Thanksgiving is not one of my favorite holidays. Like Christmas, Passover etc, it arouses all sorts of expectations of love and good will and fulfills very few. I kind of dread this time of year in general: cold, dark and depressing. I recently read that in medieval times, farm families in France would often sleep huddled together for warmth through most of the winter, getting up only to do necessary chores. Wonder if I could get away with that?
However, one of the more interesting Thanksgivings I ever spent was in Las Vegas several years ago. Imagine having a traditional family dinner in a strip mall restaurant next to a hockey rink off a barren eight-lane highway in one of the most desolate cities in the United States. Hardly a Norman Rockwell image of Thanksgiving. One of my teen-age grandsons was starring in a hockey tournament and his family wanted to spend the holiday with him. Andrew, his father, my oldest son, sent out a plea to his siblings to join him and create some semblance of a holiday celebration. I had never been to Vegas before, was curious to see the place and accepted their invitation.

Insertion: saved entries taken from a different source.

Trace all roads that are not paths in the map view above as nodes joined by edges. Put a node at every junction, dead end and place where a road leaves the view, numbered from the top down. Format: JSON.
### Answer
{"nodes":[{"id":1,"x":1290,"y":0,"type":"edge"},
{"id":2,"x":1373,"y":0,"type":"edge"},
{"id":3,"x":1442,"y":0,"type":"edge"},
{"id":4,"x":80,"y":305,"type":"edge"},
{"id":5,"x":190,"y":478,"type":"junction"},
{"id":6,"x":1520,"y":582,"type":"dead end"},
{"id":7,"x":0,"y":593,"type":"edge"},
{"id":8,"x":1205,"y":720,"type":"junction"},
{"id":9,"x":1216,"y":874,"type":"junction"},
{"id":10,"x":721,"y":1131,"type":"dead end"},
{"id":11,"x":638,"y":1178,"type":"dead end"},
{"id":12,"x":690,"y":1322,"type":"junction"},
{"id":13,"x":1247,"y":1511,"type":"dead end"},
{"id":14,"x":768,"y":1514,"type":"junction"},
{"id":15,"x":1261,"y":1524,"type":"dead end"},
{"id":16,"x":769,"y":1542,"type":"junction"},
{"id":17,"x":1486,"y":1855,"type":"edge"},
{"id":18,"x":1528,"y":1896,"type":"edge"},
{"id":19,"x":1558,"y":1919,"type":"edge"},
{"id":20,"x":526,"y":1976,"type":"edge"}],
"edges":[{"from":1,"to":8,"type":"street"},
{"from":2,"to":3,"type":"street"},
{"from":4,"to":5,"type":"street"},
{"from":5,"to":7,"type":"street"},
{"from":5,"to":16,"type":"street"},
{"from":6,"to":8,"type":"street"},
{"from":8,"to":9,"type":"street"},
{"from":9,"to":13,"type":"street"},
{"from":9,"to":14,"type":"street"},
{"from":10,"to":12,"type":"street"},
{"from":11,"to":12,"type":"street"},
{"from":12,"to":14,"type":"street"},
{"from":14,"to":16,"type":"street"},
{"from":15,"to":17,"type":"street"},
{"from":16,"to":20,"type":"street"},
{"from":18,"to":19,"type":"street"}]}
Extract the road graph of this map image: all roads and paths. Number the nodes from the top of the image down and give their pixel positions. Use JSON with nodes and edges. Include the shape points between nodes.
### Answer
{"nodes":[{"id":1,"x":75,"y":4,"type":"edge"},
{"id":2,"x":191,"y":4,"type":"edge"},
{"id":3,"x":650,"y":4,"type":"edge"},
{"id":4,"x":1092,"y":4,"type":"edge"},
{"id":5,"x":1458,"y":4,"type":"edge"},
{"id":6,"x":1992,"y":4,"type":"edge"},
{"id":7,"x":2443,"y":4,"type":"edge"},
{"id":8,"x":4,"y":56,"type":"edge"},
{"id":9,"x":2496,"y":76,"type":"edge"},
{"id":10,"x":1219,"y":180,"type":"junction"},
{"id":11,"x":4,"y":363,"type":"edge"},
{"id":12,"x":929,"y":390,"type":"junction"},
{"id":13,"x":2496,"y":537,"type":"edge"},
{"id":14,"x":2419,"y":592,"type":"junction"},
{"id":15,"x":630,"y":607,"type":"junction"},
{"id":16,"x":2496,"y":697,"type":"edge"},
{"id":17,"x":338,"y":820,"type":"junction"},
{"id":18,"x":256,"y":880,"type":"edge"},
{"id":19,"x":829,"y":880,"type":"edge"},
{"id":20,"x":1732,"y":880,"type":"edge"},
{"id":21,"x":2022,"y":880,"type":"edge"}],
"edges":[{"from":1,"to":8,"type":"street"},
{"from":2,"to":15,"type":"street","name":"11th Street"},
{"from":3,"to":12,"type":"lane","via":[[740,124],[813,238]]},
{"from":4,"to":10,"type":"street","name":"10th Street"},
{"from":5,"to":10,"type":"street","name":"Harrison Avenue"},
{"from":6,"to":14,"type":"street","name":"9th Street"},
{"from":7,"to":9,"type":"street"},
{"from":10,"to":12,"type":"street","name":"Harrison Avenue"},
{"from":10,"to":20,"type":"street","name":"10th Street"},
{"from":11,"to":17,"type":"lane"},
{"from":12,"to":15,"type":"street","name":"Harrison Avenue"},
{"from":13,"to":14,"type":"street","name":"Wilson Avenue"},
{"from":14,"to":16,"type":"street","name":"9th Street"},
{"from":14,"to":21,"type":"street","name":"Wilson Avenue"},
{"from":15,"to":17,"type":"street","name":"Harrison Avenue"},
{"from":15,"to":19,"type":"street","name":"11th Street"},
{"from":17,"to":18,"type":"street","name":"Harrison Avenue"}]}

The casinos and the hotels, as expected, were swollen and grotesque, caricatures of contemporary architecture, but the rest of the city, the “normal” part, was even more depressing.
My daughter Eve, an assiduous researcher, discovered that Las Vegas held two hidden treasures. One was the Pinball Machine Museum, a couple hundred or so clanking, squealing examples of American ingenuity and vulgarity that you could actually play. The other, the Neon Museum was an “elephant’s graveyard” of old neon gambling and nightclub signs, acre after acre of abandoned neon letters - some fifty years old - advertising the best that Sin City had to offer. Remember the old United Housewrecking on Selleck Street? It kind of looked like that, On a more artistic level, it was like being inside a Schwitters collage. (Kurt Schwitters was a German dada-ist artist who loved commercial signage and used cast-off scrap in his assemblages.) He would have gone berserk with joy at the sight of all these wonderful letters thrown on the ground and abstracted into a jumble of colors and shapes. The neon sign museum was the high point of our visit, although I have to say, the untouched desert surrounding the city, - landscape that up until then had escaped development - was spectacular in its own way.
I had a great time photographing the remains of broken signs and lights We were told that there were plans in the works to “fix everything up” (ruining it in the process?) Let’s hope whoever is in charge understands the significance of what is there, and leaves it undisturbed, an extraordinary example of a graveyard more exciting than any art gallery. If you ever get to Vegas, never mind the slots or the tired acts or the dancing girls; head straight for the Neon Museum. Now that’s an experience worth having!